I have had the good fortune to make the acquaintance of both of the Koch brothers, although we aren’t fast friends by any means. But way back when I was a graduate student in philosophy, Charles took an interest in my work on my doctoral dissertation and invited me to give a talk about it in Wichita. It had to do with human rights and whether we can know that there are such rights or do some of us simply have a strong feeling in favor of them. Later I served, briefly, on the board of the Reason Foundation (which grew out of Reason Enterprises, the tiny firm that published Reason magazine in its early incarnation) with David Koch. So I can attest without any reasonable doubt that what motivated and likely still motivates the brothers Koch is their firm commitment to the ideas and ideals of a fully free society, a la the Declaration of Independence.
Now it is often held by the likes of Frank Rich--such as Ralph Nader and Kevin Phillips--that those who favor a fully free society are only interested in promoting their own economic welfare. Is this credible?

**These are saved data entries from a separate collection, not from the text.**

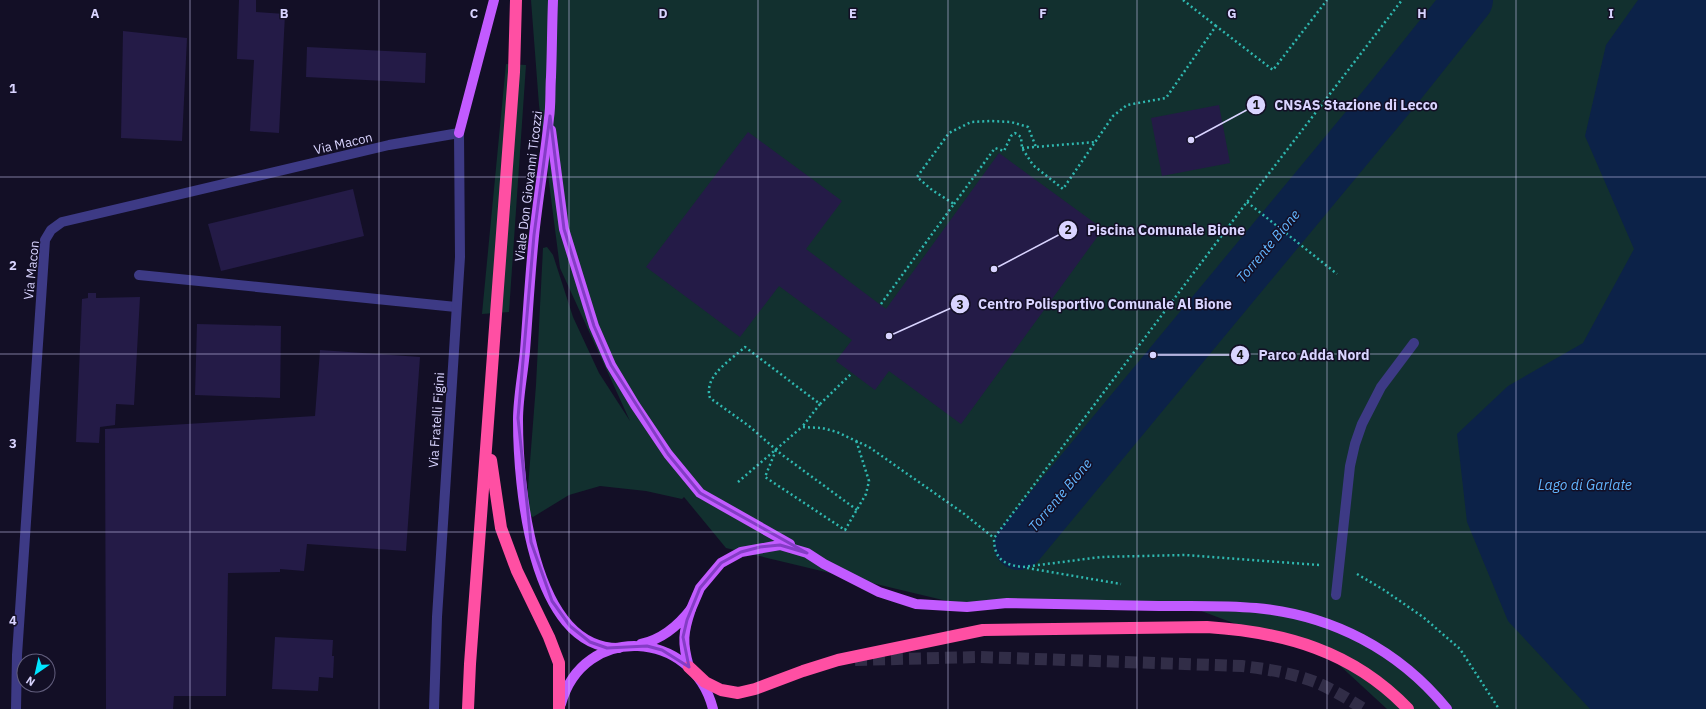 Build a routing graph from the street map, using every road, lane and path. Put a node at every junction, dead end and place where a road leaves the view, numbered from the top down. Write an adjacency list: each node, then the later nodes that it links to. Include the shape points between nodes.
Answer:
1 (494, 0): 9 (main road)
2 (516, 0): 23 (highway, via 514,72)
3 (553, 0): 8 (main road, Viale Don Giovanni Ticozzi)
4 (1183, 0): 7 (path)
5 (1327, 0): 7 (path, via 1273,70)
6 (1402, 0): 13 (path)
7 (1216, 26): 10 (path, via 1166,98 1127,105 1113,116)
8 (550, 116): 29 (main road, via 564,229 594,326 611,365 668,454 700,493); 34 (main road, Viale Don Giovanni Ticozzi, via 534,235 518,418 524,500 531,542 545,585 560,615 590,642 607,648)
9 (459, 133): 18 (street, Via Fratelli Figini, via 460,256); 36 (street, Via Macon, via 389,145 62,222 51,230 45,240 17,655)
10 (1096, 142): 11 (path); 12 (path, via 1063,188 1033,165)
11 (1036, 147): 12 (path); 14 (path, via 1028,127 1011,122 972,122 949,133 917,177)
12 (1022, 148): 14 (path, via 1021,137 1016,133 1011,136 1004,151 995,148)
13 (1247, 202): 15 (path); 28 (path)
14 (954, 204): 17 (path)
15 (1337, 274)
16 (139, 275): 18 (street)
17 (881, 304)
18 (456, 307): 37 (street, Via Fratelli Figini, via 437,617)
19 (1414, 342): 30 (street, via 1381,388 1362,424 1355,444 1349,473)
20 (852, 373): 21 (path)
21 (820, 404): 22 (path); 25 (path, via 745,347 723,365 709,385 710,398 749,426)
22 (802, 427): 24 (path, via 822,428); 25 (path)
23 (487, 433): 38 (highway); 39 (highway, via 501,528 517,571 559,663)
24 (856, 440): 27 (path, via 869,481 866,494); 28 (path, via 894,464)
25 (776, 450): 26 (path); 27 (path); 27 (path, via 765,477 845,530)
26 (738, 482)
27 (857, 510)
28 (994, 538): 30 (path, via 994,550 1011,566 1023,567 1101,557 1185,554)
29 (807, 553): 32 (main road, via 780,545 741,552 721,563 711,574 700,588); 42 (main road, via 879,592 916,604 967,607 1007,603 1235,607 1257,608 1315,620 1369,642 1419,678)
30 (1339, 569): 31 (street); 43 (path, via 1356,573 1423,617 1460,650)
31 (1336, 595)
32 (691, 609): 33 (main road, via 680,623 659,638); 35 (main road, via 684,637)
33 (631, 646): 34 (main road); 35 (main road, via 647,646 662,650 677,657)
34 (619, 648): 39 (main road, via 604,652 580,669 567,688)
35 (689, 667): 40 (main road, via 708,692); 41 (highway, via 705,682 721,690 738,693 838,660 983,630 1207,627 1265,634 1294,640 1320,650 1348,663 1376,681)
36 (16, 709)
37 (434, 709)
38 (468, 709)
39 (559, 709)
40 (713, 709)
41 (1408, 709)
42 (1447, 709)
43 (1500, 709) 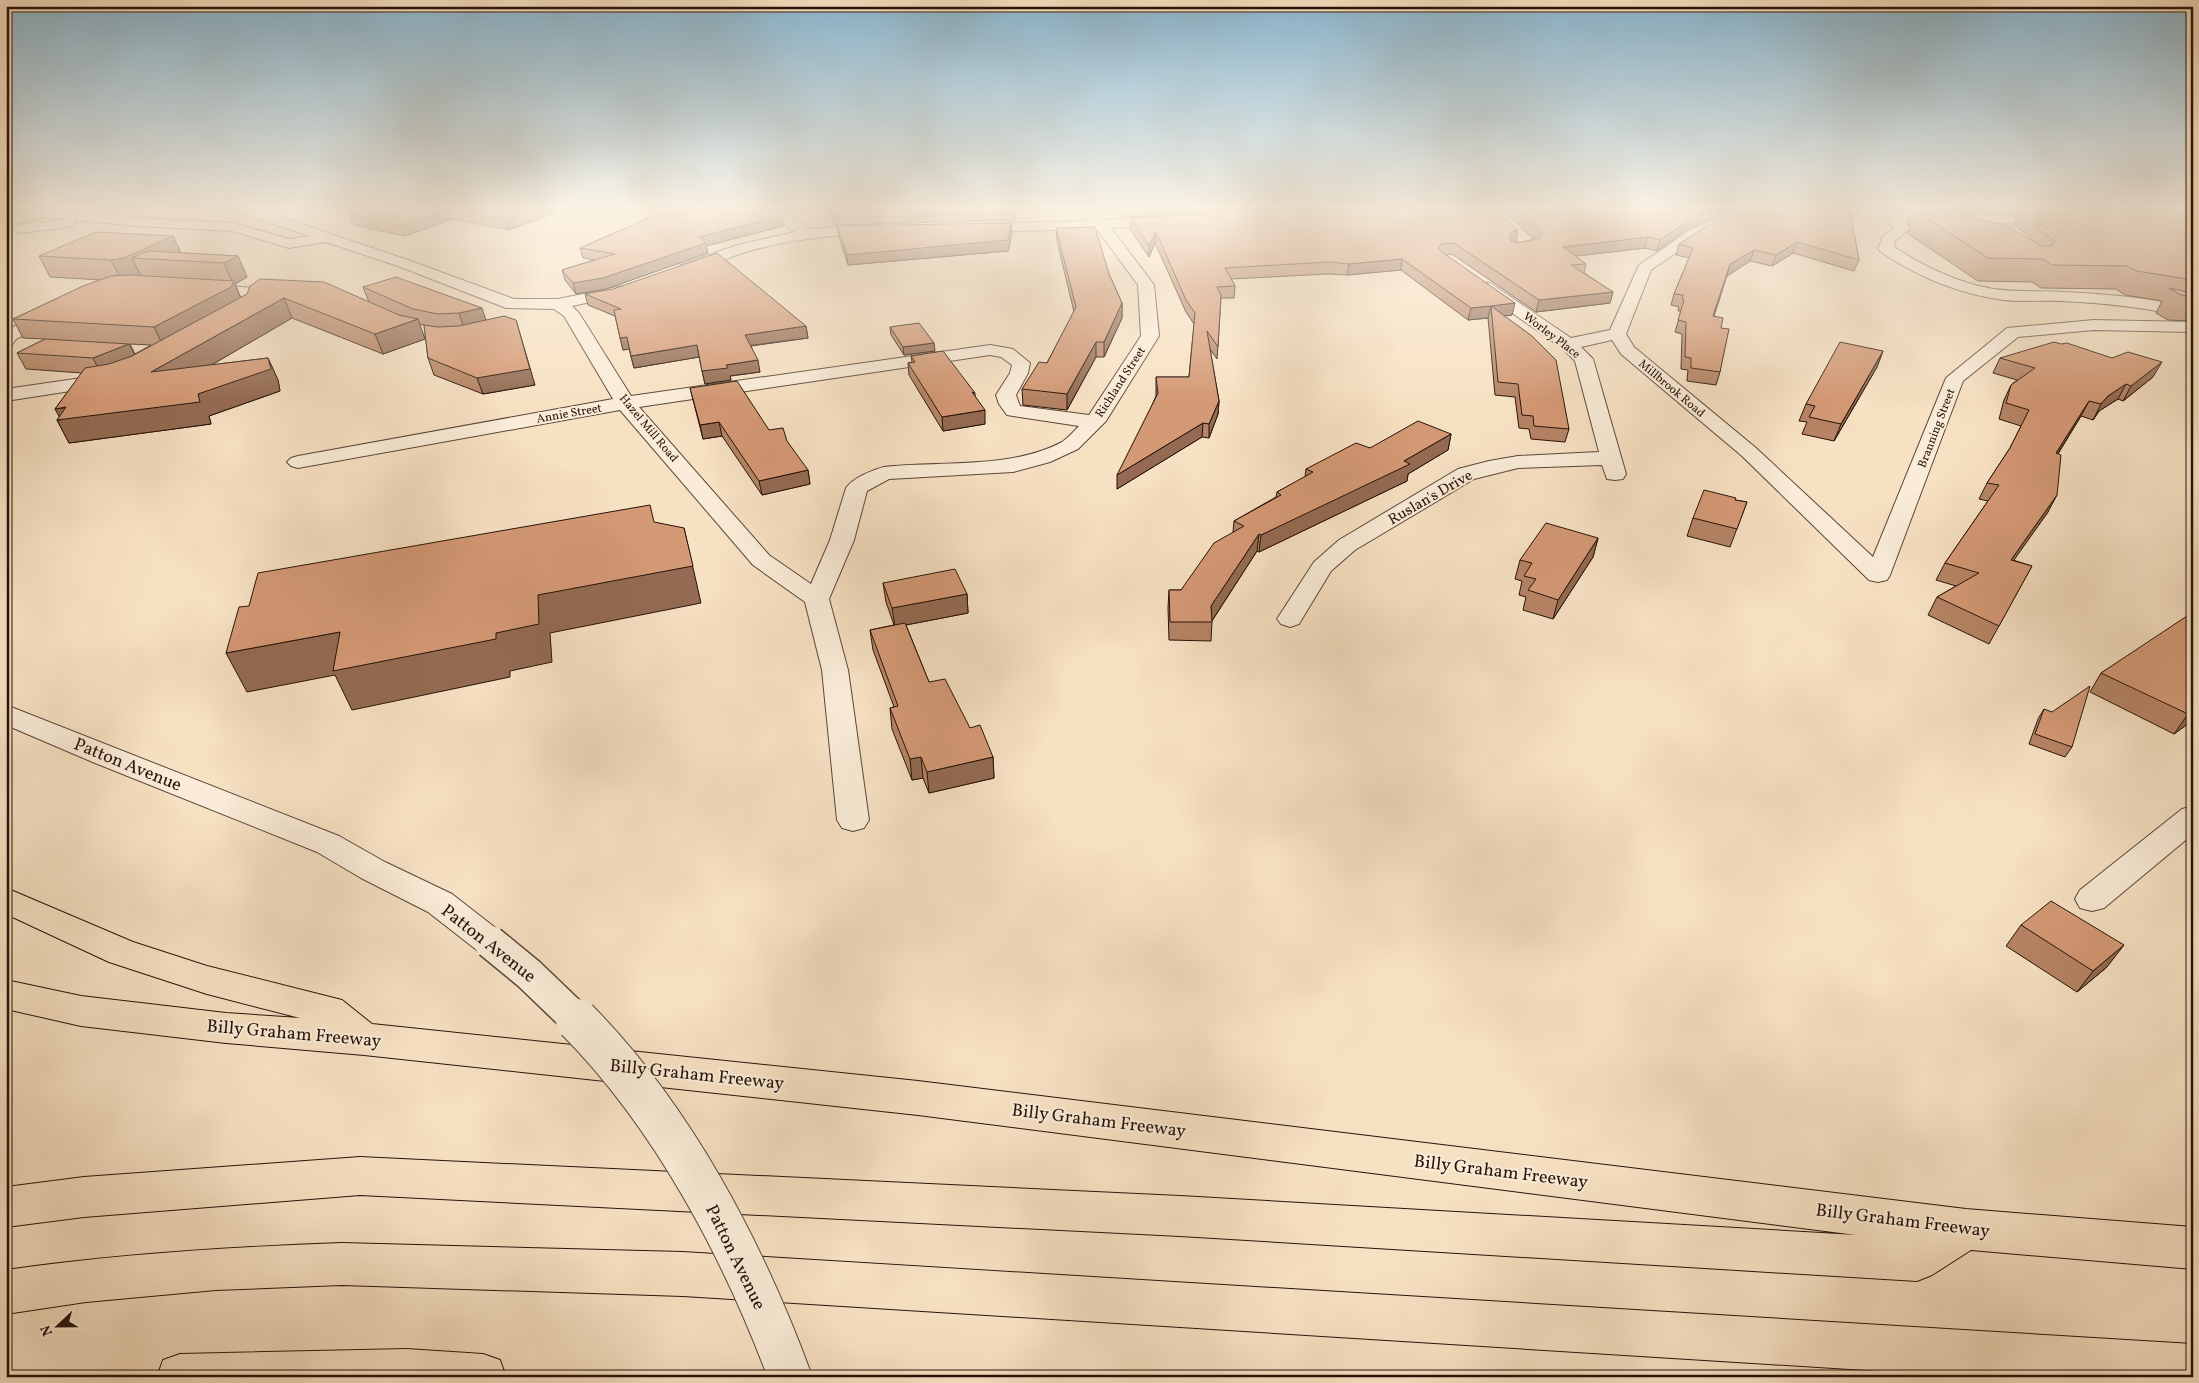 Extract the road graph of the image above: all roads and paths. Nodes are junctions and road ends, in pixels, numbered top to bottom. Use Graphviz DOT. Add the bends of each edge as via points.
graph roads {
  1 [pos="422,271"];
  2 [pos="679,271"];
  3 [pos="1135,271"];
  4 [pos="1643,271"];
  5 [pos="1922,271"];
  6 [pos="672,273"];
  7 [pos="1473,277"];
  8 [pos="636,286"];
  9 [pos="186,289"];
  10 [pos="551,304"];
  11 [pos="68,307"];
  12 [pos="249,308"];
  13 [pos="2193,313"];
  14 [pos="513,321"];
  15 [pos="2193,327"];
  16 [pos="1616,334"];
  17 [pos="6,341"];
  18 [pos="1568,344"];
  19 [pos="30,347"];
  20 [pos="127,374"];
  21 [pos="6,395"];
  22 [pos="626,403"];
  23 [pos="1094,422"];
  24 [pos="298,462"];
  25 [pos="1613,466"];
  26 [pos="1878,575"];
  27 [pos="817,599"];
  28 [pos="1290,619"];
  29 [pos="6,714"];
  30 [pos="2193,816"];
  31 [pos="853,820"];
  32 [pos="2092,899"];
  33 [pos="6,900"];
  34 [pos="6,994"];
  35 [pos="364,1039"];
  36 [pos="6,1207"];
  37 [pos="1966,1229"];
  38 [pos="2193,1248"];
  39 [pos="6,1292"];
  40 [pos="2193,1367"];
  41 [pos="180,1377"];
  42 [pos="483,1377"];
  43 [pos="790,1377"];
  1 -- 10 [label="street" via="512,304"];
  2 -- 6 [label="street"];
  3 -- 23 [label="street, Richland Street" via="1146,285 1150,336"];
  4 -- 16 [label="street"];
  5 -- 13 [label="street" via="1956,284 2002,295 2112,300"];
  7 -- 18 [label="street, Worley Place"];
  8 -- 10 [label="street" via="610,295"];
  9 -- 12 [label="street" via="269,292 249,302"];
  10 -- 14 [label="street"];
  10 -- 22 [label="street, Hazel Mill Road" via="571,313"];
  11 -- 17 [label="street" via="10,335"];
  15 -- 26 [label="street, Branning Street" via="2094,325 2013,332 1955,378"];
  16 -- 18 [label="street"];
  16 -- 26 [label="street, Millbrook Road" via="1627,350 1749,452"];
  17 -- 19 [label="street"];
  18 -- 25 [label="street, Worley Place" via="1584,359"];
  20 -- 21 [label="street" via="112,380"];
  22 -- 23 [label="street, Annie Street" via="990,350 1007,353 1021,363 1006,395 1014,411"];
  22 -- 24 [label="street, Annie Street"];
  22 -- 27 [label="street, Hazel Mill Road" via="761,560"];
  23 -- 27 [label="street, Richland Street" via="1071,445 1043,458 1013,466 884,473 857,488 842,540"];
  25 -- 28 [label="street, Ruslan's Drive" via="1518,462 1489,466 1466,474 1347,545 1322,567"];
  27 -- 31 [label="street" via="835,670"];
  29 -- 43 [label="street, Patton Avenue, bridge" via="328,844 440,903 531,975 564,1006 634,1084 661,1123 713,1208 763,1310"];
  30 -- 32 [label="street"];
  33 -- 35 [label="highway" via="121,952 208,980 329,1011"];
  34 -- 35 [label="highway, Billy Graham Freeway" via="81,1011 226,1028"];
  35 -- 37 [label="highway, Billy Graham Freeway" via="918,1098"];
  36 -- 37 [label="highway" via="84,1197 360,1176 1180,1216 1917,1260"];
  37 -- 38 [label="highway, Billy Graham Freeway"];
  39 -- 40 [label="highway" via="86,1280 216,1268 342,1264 683,1274"];
  41 -- 42 [label="highway" via="407,1372"];
} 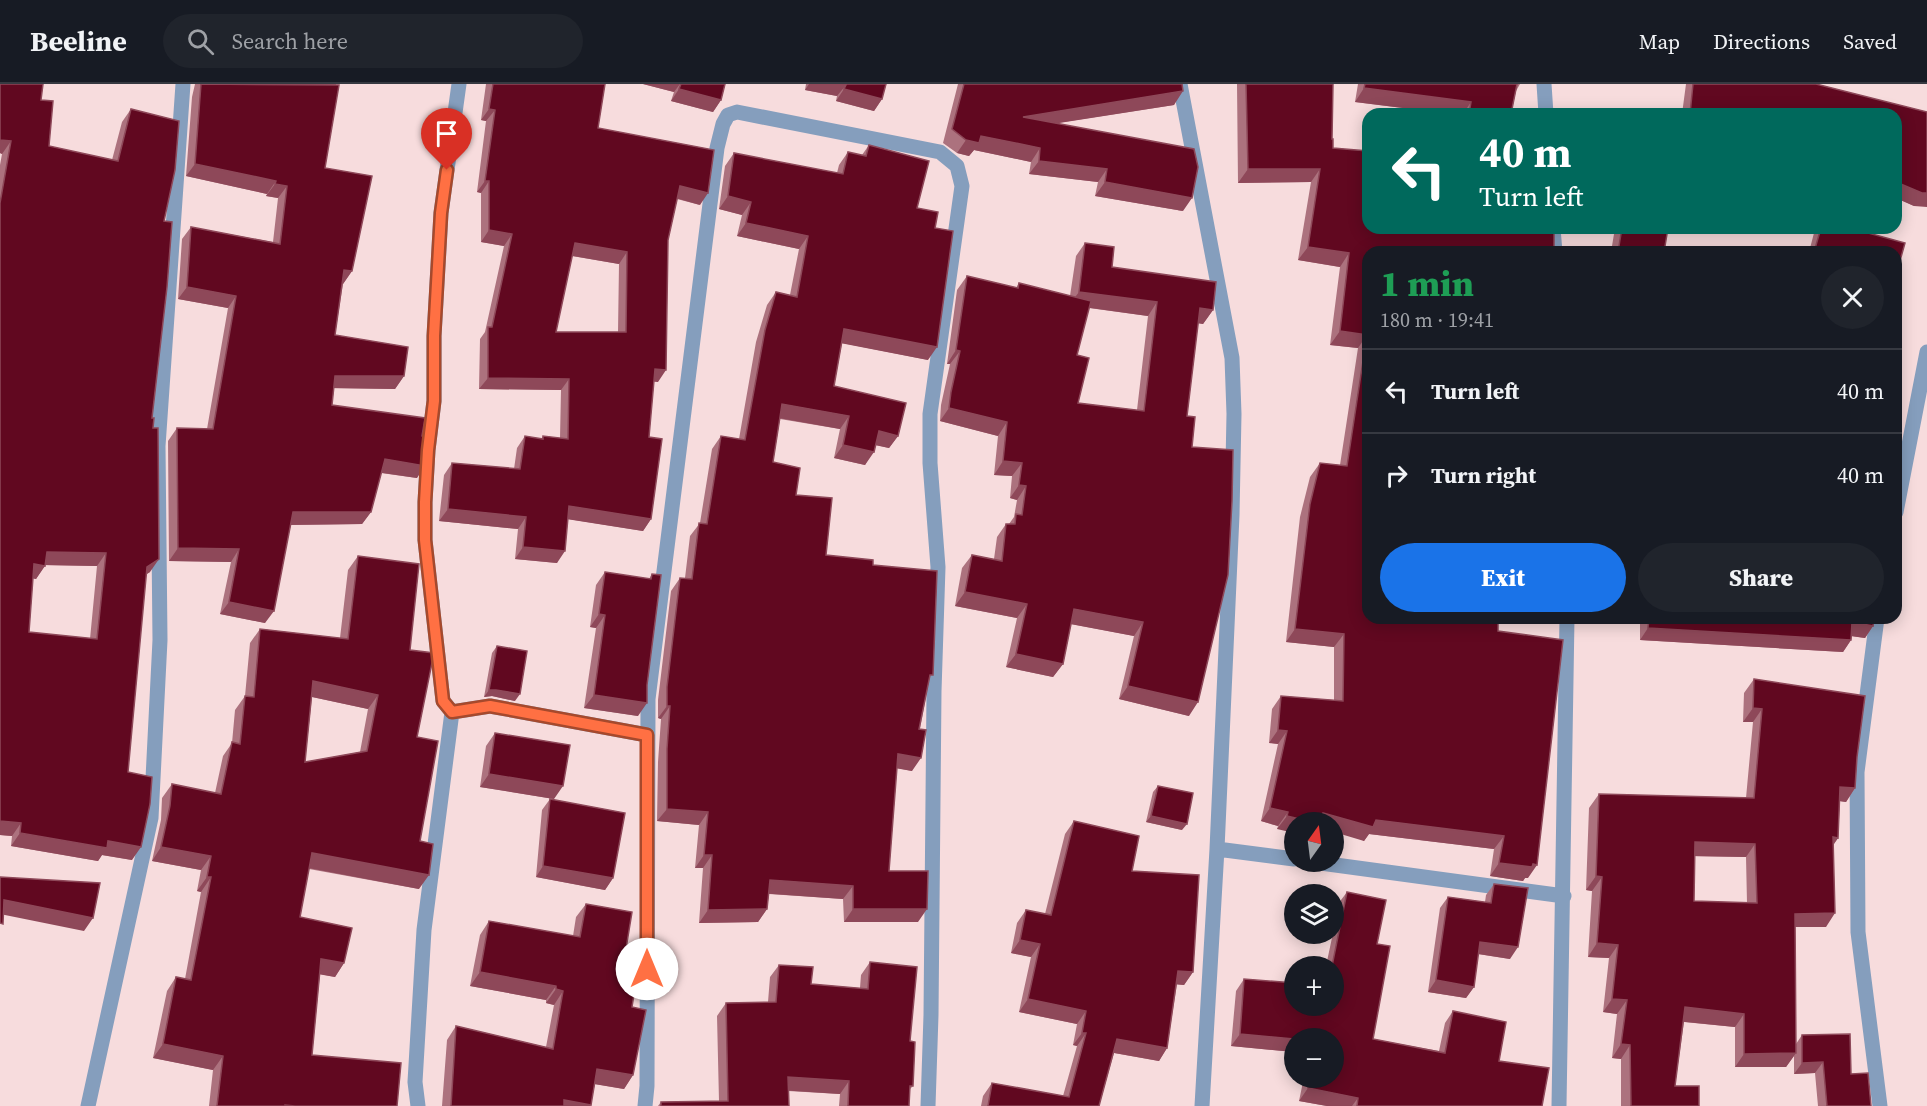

No. Of course, true enough, a fully free society would also be economically free, just as it would favor religious liberty or freedom of the press or everyone’s right to, say, sing in the shower and marry whoever they want who would want them. Freedom for those of us who love it isn’t divided into economic, religious, journalistic, scientific and other parts. It is indivisible, a general proper condition for human community life, period. This is what the Koch brothers have always championed.
Now just like journalists who favor freedom of the press benefit from such freedom, the Koch’s naturally would benefit from freedom of commerce. But so would we all. Freedom, not surprisingly, is simply good for us all and this includes entrepreneurs such as the brothers Koch. Now do they--do we all who champion a fully free society--support liberty solely because it enhances our economic welfare? No, I am certain of that--I, who have hardly a dime to my name, certainly favor liberty in part because it enables me to earn a living with the support of those of my fellows who freely choose to pay me for my work. But is this the sole reason why I favor liberty? Is it the sole reason the brothers Koch do so? Wrong! Not by a long shot.
Just ask us. Don’t ask Frank Rich, who makes his claims based on his prior beliefs, independently of any evidence from the brothers themselves.